Exercise instructions: These records need to be repeated exactly, every one of them.

Start of Material supplied

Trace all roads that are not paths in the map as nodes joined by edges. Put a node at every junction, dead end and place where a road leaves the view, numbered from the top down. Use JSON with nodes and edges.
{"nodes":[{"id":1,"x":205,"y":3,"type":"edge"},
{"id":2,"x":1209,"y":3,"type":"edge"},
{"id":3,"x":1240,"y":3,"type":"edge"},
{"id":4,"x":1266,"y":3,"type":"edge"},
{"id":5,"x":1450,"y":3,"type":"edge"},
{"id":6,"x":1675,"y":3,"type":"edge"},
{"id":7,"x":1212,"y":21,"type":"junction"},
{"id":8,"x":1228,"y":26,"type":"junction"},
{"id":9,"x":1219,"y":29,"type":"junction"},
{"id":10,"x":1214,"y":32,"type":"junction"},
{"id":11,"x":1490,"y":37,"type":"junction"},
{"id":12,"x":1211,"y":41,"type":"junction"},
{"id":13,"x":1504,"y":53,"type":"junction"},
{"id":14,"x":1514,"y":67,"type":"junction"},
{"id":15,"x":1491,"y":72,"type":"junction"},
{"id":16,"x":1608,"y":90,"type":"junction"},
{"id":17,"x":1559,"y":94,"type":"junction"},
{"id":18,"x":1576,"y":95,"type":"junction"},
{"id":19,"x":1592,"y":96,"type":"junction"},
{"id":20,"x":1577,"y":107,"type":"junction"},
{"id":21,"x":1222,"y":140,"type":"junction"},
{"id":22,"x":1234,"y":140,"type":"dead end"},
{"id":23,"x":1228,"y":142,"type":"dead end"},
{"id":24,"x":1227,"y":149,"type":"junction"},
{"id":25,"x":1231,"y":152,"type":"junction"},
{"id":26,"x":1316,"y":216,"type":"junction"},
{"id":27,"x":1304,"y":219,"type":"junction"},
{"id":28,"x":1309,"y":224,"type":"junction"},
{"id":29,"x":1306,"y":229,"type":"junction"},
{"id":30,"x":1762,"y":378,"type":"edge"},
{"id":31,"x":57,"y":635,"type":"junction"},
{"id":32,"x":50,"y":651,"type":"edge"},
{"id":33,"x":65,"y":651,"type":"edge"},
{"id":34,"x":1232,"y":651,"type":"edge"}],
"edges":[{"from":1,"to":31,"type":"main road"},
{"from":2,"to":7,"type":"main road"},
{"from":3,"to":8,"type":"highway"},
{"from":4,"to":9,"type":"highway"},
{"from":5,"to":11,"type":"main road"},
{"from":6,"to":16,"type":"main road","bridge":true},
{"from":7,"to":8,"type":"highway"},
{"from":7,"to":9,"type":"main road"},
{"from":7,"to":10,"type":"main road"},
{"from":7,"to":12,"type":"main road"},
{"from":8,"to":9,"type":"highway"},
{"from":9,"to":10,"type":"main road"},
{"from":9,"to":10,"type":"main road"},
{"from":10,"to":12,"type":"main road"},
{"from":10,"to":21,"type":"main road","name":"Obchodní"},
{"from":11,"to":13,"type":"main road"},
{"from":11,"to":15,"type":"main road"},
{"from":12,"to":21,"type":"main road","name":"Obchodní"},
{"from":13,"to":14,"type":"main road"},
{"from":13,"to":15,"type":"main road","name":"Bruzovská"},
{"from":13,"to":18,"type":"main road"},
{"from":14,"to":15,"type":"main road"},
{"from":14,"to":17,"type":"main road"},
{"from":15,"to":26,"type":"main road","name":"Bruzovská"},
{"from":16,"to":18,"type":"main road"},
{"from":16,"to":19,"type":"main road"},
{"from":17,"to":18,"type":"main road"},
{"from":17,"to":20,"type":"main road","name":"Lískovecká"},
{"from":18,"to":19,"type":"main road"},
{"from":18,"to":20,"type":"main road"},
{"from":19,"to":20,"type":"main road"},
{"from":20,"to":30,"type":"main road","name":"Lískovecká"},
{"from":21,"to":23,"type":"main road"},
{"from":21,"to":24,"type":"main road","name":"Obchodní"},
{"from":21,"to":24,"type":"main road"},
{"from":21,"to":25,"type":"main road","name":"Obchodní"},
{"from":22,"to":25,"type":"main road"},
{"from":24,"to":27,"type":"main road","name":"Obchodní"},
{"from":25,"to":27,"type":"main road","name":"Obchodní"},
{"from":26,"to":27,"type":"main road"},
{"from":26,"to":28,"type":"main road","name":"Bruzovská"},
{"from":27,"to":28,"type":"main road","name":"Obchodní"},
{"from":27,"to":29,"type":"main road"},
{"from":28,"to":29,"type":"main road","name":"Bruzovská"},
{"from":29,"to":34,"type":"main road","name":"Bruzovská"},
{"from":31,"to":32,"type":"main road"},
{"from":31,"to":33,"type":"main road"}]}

End of Material supplied

Exercise answer:
Trace all roads that are not paths in the map as nodes joined by edges. Put a node at every junction, dead end and place where a road leaves the view, numbered from the top down. Use JSON with nodes and edges.
{"nodes":[{"id":1,"x":205,"y":3,"type":"edge"},
{"id":2,"x":1209,"y":3,"type":"edge"},
{"id":3,"x":1240,"y":3,"type":"edge"},
{"id":4,"x":1266,"y":3,"type":"edge"},
{"id":5,"x":1450,"y":3,"type":"edge"},
{"id":6,"x":1675,"y":3,"type":"edge"},
{"id":7,"x":1212,"y":21,"type":"junction"},
{"id":8,"x":1228,"y":26,"type":"junction"},
{"id":9,"x":1219,"y":29,"type":"junction"},
{"id":10,"x":1214,"y":32,"type":"junction"},
{"id":11,"x":1490,"y":37,"type":"junction"},
{"id":12,"x":1211,"y":41,"type":"junction"},
{"id":13,"x":1504,"y":53,"type":"junction"},
{"id":14,"x":1514,"y":67,"type":"junction"},
{"id":15,"x":1491,"y":72,"type":"junction"},
{"id":16,"x":1608,"y":90,"type":"junction"},
{"id":17,"x":1559,"y":94,"type":"junction"},
{"id":18,"x":1576,"y":95,"type":"junction"},
{"id":19,"x":1592,"y":96,"type":"junction"},
{"id":20,"x":1577,"y":107,"type":"junction"},
{"id":21,"x":1222,"y":140,"type":"junction"},
{"id":22,"x":1234,"y":140,"type":"dead end"},
{"id":23,"x":1228,"y":142,"type":"dead end"},
{"id":24,"x":1227,"y":149,"type":"junction"},
{"id":25,"x":1231,"y":152,"type":"junction"},
{"id":26,"x":1316,"y":216,"type":"junction"},
{"id":27,"x":1304,"y":219,"type":"junction"},
{"id":28,"x":1309,"y":224,"type":"junction"},
{"id":29,"x":1306,"y":229,"type":"junction"},
{"id":30,"x":1762,"y":378,"type":"edge"},
{"id":31,"x":57,"y":635,"type":"junction"},
{"id":32,"x":50,"y":651,"type":"edge"},
{"id":33,"x":65,"y":651,"type":"edge"},
{"id":34,"x":1232,"y":651,"type":"edge"}],
"edges":[{"from":1,"to":31,"type":"main road"},
{"from":2,"to":7,"type":"main road"},
{"from":3,"to":8,"type":"highway"},
{"from":4,"to":9,"type":"highway"},
{"from":5,"to":11,"type":"main road"},
{"from":6,"to":16,"type":"main road","bridge":true},
{"from":7,"to":8,"type":"highway"},
{"from":7,"to":9,"type":"main road"},
{"from":7,"to":10,"type":"main road"},
{"from":7,"to":12,"type":"main road"},
{"from":8,"to":9,"type":"highway"},
{"from":9,"to":10,"type":"main road"},
{"from":9,"to":10,"type":"main road"},
{"from":10,"to":12,"type":"main road"},
{"from":10,"to":21,"type":"main road","name":"Obchodní"},
{"from":11,"to":13,"type":"main road"},
{"from":11,"to":15,"type":"main road"},
{"from":12,"to":21,"type":"main road","name":"Obchodní"},
{"from":13,"to":14,"type":"main road"},
{"from":13,"to":15,"type":"main road","name":"Bruzovská"},
{"from":13,"to":18,"type":"main road"},
{"from":14,"to":15,"type":"main road"},
{"from":14,"to":17,"type":"main road"},
{"from":15,"to":26,"type":"main road","name":"Bruzovská"},
{"from":16,"to":18,"type":"main road"},
{"from":16,"to":19,"type":"main road"},
{"from":17,"to":18,"type":"main road"},
{"from":17,"to":20,"type":"main road","name":"Lískovecká"},
{"from":18,"to":19,"type":"main road"},
{"from":18,"to":20,"type":"main road"},
{"from":19,"to":20,"type":"main road"},
{"from":20,"to":30,"type":"main road","name":"Lískovecká"},
{"from":21,"to":23,"type":"main road"},
{"from":21,"to":24,"type":"main road","name":"Obchodní"},
{"from":21,"to":24,"type":"main road"},
{"from":21,"to":25,"type":"main road","name":"Obchodní"},
{"from":22,"to":25,"type":"main road"},
{"from":24,"to":27,"type":"main road","name":"Obchodní"},
{"from":25,"to":27,"type":"main road","name":"Obchodní"},
{"from":26,"to":27,"type":"main road"},
{"from":26,"to":28,"type":"main road","name":"Bruzovská"},
{"from":27,"to":28,"type":"main road","name":"Obchodní"},
{"from":27,"to":29,"type":"main road"},
{"from":28,"to":29,"type":"main road","name":"Bruzovská"},
{"from":29,"to":34,"type":"main road","name":"Bruzovská"},
{"from":31,"to":32,"type":"main road"},
{"from":31,"to":33,"type":"main road"}]}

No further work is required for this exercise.